» EXERCISE INPUT
--- START ---

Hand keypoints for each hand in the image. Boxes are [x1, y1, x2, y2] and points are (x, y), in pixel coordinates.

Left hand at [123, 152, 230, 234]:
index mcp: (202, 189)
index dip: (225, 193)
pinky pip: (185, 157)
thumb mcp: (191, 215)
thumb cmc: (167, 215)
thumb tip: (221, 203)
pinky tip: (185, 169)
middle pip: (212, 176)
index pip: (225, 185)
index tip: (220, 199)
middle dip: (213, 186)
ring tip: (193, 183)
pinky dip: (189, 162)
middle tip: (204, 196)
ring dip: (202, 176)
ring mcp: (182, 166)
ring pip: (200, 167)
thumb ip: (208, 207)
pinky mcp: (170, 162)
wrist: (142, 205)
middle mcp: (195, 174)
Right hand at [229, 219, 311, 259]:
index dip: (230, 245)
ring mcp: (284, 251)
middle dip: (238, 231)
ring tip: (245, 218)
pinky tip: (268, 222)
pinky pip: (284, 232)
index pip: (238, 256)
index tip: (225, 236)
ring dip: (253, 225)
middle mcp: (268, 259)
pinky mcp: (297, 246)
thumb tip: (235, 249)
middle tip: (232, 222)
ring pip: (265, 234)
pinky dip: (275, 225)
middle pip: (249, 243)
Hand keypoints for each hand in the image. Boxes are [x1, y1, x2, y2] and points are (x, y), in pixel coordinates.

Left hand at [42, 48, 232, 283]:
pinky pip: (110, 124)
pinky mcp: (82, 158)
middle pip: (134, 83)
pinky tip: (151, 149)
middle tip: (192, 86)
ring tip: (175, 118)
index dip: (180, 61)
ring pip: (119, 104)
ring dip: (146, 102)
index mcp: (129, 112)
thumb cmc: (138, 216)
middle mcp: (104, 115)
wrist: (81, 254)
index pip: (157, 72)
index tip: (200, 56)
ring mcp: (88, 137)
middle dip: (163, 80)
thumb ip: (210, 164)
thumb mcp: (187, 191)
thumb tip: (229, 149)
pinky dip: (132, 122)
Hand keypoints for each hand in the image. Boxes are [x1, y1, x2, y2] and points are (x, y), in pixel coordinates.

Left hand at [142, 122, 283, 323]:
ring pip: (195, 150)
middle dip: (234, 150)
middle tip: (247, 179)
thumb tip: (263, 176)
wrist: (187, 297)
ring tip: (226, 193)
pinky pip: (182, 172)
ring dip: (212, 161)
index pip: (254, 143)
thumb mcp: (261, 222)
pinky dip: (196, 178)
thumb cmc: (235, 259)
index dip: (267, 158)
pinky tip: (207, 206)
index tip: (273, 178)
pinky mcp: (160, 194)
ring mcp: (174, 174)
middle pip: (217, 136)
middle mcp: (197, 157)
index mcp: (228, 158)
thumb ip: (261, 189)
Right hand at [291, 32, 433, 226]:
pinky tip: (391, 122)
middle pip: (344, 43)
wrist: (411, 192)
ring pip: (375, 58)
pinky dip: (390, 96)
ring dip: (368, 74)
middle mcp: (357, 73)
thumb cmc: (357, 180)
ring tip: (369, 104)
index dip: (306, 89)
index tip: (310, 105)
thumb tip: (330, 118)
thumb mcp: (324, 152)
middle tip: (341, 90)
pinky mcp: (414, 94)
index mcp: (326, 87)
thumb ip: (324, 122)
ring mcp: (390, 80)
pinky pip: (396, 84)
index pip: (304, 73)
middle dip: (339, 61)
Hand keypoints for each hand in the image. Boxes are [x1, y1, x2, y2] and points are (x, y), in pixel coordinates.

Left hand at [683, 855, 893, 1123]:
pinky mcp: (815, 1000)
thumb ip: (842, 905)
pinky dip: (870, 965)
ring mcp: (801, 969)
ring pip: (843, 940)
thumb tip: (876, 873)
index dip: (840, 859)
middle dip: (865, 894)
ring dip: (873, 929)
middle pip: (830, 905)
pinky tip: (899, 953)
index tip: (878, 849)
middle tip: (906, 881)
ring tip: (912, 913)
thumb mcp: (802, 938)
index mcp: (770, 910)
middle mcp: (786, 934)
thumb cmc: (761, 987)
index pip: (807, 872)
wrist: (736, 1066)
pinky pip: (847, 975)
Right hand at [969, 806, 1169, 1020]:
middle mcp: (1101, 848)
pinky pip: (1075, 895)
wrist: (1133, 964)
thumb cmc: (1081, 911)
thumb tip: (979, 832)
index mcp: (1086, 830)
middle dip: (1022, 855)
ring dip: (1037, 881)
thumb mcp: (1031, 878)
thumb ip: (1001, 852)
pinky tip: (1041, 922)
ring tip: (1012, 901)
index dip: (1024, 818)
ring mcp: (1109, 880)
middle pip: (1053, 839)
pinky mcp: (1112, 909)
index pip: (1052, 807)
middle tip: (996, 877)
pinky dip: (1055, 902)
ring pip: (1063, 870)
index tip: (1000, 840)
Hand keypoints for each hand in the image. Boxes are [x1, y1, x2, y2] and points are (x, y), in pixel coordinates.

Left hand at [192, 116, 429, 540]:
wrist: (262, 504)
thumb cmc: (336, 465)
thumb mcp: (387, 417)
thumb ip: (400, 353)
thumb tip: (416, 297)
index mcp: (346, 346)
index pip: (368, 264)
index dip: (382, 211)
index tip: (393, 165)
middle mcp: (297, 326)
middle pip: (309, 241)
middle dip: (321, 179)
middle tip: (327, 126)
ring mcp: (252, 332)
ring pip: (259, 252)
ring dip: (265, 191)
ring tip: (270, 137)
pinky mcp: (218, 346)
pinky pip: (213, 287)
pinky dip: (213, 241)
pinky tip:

--- END ---

Retype, exactly and in full, the lines above from the one containing "pinky dip: (196, 178)" through the one containing "ring tip: (369, 104)".

pinky dip: (196, 178)
thumb cmc: (235, 259)
index dip: (267, 158)
pinky tip: (207, 206)
index tip: (273, 178)
pinky mcp: (160, 194)
ring mcp: (174, 174)
middle pip: (217, 136)
middle mcp: (197, 157)
index mcp: (228, 158)
thumb ip: (261, 189)
Right hand at [291, 32, 433, 226]:
pinky tip: (391, 122)
middle pip: (344, 43)
wrist: (411, 192)
ring pip: (375, 58)
pinky dip: (390, 96)
ring dip: (368, 74)
middle mcp: (357, 73)
thumb cmc: (357, 180)
ring tip: (369, 104)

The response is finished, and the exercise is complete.